Waktu yang ditunggu-tunggu pun tiba, setelah 1 jam berdandan di salon akhirnya Dinaya siap menghadapi acara yang sepertinya bukan acara sederhana.
Bayangkan saja saat ini Dinaya sedang berdiri di tengah kerlap kerlip lampu hias yang di design sebagai jalur tamu untuk menuju meja makan. Tidak hanya itu, lampu hias itu juga diletakkan disekeliling kolam renang dan sekeliling taman belakang sebuah hotel ternama di Kota Padang.
Suara deburan ombak yang menghempas pantai terdengar jelas dari tempatnya berdiri. Jarak pantai ke hotel ini hanya 20 meter. Suasana seperti ini adalah suasana yang didambakan Dinaya jika nanti ada seseorang yang ingin melamarnya. Seketika hati Dinaya berdesir, dia menjadi gugup karena penasaran siapa yang akan menjadi calonnya.
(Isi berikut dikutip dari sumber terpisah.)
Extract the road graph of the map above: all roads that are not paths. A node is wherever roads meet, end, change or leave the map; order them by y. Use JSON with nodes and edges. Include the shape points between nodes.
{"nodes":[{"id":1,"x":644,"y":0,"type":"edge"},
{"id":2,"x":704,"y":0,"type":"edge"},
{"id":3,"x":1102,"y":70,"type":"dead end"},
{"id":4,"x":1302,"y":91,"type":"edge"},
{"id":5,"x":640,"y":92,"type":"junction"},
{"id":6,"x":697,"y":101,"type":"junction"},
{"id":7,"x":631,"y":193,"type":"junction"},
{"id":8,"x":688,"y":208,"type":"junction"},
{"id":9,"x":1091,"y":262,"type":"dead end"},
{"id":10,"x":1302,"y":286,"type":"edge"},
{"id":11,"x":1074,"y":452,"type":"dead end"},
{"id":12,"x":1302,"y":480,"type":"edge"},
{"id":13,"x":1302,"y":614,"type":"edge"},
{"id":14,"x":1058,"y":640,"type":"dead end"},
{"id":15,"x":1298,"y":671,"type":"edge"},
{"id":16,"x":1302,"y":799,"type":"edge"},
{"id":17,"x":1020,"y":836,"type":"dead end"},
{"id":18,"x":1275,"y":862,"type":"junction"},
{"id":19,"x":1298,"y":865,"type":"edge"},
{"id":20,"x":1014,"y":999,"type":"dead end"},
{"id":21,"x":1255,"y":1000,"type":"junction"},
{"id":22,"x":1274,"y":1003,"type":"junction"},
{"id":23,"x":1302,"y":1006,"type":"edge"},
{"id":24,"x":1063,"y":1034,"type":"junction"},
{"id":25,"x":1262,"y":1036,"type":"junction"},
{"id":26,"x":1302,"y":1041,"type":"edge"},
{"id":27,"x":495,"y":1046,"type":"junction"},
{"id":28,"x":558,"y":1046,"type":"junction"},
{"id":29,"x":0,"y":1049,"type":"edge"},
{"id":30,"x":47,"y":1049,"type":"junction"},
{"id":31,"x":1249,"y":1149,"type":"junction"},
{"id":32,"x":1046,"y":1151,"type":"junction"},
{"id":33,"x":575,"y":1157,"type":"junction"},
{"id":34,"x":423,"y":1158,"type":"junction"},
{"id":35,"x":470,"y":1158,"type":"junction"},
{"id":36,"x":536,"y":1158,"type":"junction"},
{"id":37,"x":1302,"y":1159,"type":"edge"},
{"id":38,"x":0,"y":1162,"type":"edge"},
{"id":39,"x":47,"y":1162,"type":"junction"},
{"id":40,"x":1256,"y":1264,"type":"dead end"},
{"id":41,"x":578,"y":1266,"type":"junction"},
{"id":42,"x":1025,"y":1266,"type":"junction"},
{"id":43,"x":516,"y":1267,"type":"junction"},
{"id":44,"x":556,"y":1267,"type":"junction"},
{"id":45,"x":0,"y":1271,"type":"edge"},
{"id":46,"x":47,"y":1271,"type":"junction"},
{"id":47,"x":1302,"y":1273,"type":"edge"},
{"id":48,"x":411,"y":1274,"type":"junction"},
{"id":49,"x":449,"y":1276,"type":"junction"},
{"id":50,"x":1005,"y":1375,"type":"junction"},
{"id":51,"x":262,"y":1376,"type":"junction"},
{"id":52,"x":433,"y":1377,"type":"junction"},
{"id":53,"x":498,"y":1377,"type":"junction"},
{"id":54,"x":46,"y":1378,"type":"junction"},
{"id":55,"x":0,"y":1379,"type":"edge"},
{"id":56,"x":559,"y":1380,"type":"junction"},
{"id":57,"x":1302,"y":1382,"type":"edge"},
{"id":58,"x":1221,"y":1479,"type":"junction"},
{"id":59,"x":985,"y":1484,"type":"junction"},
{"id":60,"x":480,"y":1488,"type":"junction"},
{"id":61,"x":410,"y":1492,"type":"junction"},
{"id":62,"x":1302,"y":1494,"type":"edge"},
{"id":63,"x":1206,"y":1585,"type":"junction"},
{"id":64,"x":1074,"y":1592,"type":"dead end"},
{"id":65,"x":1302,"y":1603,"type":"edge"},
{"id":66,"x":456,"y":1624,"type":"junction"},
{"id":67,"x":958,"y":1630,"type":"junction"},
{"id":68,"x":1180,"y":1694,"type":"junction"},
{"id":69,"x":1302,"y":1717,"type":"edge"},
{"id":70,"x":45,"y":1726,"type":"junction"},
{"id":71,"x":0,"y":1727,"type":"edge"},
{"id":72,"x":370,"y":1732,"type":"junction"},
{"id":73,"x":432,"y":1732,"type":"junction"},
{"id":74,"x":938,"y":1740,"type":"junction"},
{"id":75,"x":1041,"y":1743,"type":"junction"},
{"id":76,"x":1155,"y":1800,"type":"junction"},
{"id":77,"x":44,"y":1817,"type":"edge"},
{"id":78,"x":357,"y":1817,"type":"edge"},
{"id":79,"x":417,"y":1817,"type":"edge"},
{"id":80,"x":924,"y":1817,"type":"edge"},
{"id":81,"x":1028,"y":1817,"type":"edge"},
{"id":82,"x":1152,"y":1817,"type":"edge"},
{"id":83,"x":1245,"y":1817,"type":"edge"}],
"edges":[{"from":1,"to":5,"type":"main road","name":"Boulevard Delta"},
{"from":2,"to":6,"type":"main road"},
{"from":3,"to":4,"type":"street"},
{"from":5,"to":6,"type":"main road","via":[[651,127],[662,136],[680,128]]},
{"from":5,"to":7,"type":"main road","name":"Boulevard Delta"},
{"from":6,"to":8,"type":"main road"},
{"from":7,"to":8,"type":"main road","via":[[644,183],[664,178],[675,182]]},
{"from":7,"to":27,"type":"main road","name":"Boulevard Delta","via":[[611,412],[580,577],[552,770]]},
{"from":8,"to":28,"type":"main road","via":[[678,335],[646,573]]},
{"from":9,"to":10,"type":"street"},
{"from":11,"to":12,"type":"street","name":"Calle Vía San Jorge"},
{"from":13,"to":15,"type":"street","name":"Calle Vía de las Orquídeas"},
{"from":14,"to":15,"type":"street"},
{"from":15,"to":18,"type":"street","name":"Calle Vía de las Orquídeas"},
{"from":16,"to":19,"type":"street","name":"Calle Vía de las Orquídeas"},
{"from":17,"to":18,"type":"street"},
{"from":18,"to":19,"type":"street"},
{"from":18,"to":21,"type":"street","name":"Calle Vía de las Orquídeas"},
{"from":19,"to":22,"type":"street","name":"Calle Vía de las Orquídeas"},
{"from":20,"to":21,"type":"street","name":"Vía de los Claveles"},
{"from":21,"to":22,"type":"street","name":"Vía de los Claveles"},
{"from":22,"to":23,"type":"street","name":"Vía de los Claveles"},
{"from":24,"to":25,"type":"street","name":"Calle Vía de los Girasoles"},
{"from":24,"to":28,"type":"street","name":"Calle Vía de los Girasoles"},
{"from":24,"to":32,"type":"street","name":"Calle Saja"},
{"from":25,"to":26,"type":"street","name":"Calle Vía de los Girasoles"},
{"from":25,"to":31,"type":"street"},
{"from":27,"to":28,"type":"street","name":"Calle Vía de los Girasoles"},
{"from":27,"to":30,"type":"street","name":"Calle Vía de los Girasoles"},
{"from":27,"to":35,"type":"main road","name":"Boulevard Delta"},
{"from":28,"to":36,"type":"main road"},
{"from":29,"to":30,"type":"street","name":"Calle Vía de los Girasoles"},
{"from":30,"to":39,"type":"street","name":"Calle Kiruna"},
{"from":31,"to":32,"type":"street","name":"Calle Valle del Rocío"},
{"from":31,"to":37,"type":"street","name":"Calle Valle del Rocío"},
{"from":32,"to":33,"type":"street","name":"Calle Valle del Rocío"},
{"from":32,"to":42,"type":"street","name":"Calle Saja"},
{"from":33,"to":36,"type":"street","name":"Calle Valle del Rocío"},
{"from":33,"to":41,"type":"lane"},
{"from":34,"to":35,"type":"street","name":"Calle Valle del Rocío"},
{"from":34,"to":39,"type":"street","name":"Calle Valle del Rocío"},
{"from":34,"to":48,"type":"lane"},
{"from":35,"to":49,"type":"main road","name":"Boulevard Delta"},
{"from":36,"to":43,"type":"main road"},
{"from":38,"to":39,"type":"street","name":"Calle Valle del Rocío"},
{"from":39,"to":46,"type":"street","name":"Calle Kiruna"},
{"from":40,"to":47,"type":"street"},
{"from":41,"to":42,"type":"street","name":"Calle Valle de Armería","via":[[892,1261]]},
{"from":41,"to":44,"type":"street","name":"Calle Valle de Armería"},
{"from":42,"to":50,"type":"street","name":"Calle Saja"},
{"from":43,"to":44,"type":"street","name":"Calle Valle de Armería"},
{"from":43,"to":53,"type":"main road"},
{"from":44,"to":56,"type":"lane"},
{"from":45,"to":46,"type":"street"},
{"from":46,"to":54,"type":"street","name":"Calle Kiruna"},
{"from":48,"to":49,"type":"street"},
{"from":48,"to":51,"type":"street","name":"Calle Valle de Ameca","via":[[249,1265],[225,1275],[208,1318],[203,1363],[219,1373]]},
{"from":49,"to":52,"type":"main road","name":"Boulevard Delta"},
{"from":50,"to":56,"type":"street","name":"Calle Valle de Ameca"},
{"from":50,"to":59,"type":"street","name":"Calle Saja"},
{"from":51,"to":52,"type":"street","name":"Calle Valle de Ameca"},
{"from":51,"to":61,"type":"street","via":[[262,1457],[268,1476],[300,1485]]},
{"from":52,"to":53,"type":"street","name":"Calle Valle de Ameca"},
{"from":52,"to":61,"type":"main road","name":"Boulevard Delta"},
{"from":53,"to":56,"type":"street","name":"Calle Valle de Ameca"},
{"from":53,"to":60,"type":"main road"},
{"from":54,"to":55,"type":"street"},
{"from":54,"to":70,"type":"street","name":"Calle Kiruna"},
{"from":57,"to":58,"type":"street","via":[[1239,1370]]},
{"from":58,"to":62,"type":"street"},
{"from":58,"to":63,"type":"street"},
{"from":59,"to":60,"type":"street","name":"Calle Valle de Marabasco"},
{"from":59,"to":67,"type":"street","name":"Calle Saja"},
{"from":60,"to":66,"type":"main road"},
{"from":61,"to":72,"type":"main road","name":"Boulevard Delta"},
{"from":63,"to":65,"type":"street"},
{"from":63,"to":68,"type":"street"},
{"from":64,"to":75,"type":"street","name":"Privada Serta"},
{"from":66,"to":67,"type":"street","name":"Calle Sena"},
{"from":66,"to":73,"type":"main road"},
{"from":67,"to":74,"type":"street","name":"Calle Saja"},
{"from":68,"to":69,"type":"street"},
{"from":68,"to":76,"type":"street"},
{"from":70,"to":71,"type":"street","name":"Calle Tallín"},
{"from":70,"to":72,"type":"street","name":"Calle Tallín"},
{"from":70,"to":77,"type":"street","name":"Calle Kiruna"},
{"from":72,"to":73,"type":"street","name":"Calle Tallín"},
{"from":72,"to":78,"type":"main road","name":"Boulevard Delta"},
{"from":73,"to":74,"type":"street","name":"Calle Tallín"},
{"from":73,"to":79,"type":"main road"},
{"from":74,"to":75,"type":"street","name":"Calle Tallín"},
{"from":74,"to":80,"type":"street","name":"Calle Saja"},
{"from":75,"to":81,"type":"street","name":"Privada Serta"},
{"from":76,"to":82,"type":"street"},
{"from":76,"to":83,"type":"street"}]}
"Kak, ayo duduk" mama menuntun Dinaya menuju kursinya yang teletak ditengah. Karena di meja panjang itu tersusun lima kursi ditiap sisi. Mama dan papa memilih duduk dibagian kanan Dinaya, sedang kan Iki dan Ari disisi kiri Dinaya.
Dinaya maenatap sekeliling, belum ada tanda-tanda tamu yang datang. Lalu dia memperhatikan hpnya yang berkedip.
Nama Irfan muncul dilayar 'ngapain dia nelpon' batin Dinaya.
"Ma, aku ke toilet bentar" mama mengangguk dan tersenyum.
"Perlu ditemenin nggak kak?" Ari tau tujuan Dinaya karena dia sempat melirik hp Dinaya.
"Nggak perlu, gw bentar kok"
"Ya udah" dalam hati, Ari ingin sekali menyusul tapi kemudian ide cemerlang muncul di otaknya. Segera Ari mengeluarkan hp dan mengirim pesan pada seseorang.
Dinaya yang sudah sampai di dekat toilet langsung mengangkat telpon.
"Halo, Assalamualaikum"
"Waalaikum salam, Dinaya aku mau bicara 4 mata sama kamu, apakah bisa?"
"Lewat telpon aja, aku lagi ada acara"
"Aku mau langsung, aku ngeliat kamu dari sini. Kita ketemu di kafe belakang kamu"
Dinaya menoleh kearah kafe dibelakangnya. Kenapa Irfan tau dia ada disini? Langsung saja Dinaya masuk ke kafetaria hotel yang tidak rame. Hanya 2 meja yang terisi oleh pasangan yang sedang makan malam mungkin.
"Maaf mengganggu acara kamu. Aku harus bicara sebelum kamu memutuskan perjodohan itu. Aku nggak ingin menyesal nantinya"
"Dari mana kamu tau aku dijodohkan?"
"Orangtuaku"
Dinaya tidak bertanya lagi. Dia bisa menebak siapa yang memberi tahu orang tua Irfan.
"Aku bener-bener minta maaf sama apa yang terjadi diantara kita. Aku nyesal karena nggak bisa menyelesaikan masalah dengan tepat. Pilihanku menjauhimu ternyata salah besar. Aku benar-benar menyesal"
"Aku udah maafin kamu"
Irfan menatap dalam mata Dinaya. Dia takut menebak karena apa yang dia lihat adalah tidak ada lagi tatapan lembut Dinaya untuknya.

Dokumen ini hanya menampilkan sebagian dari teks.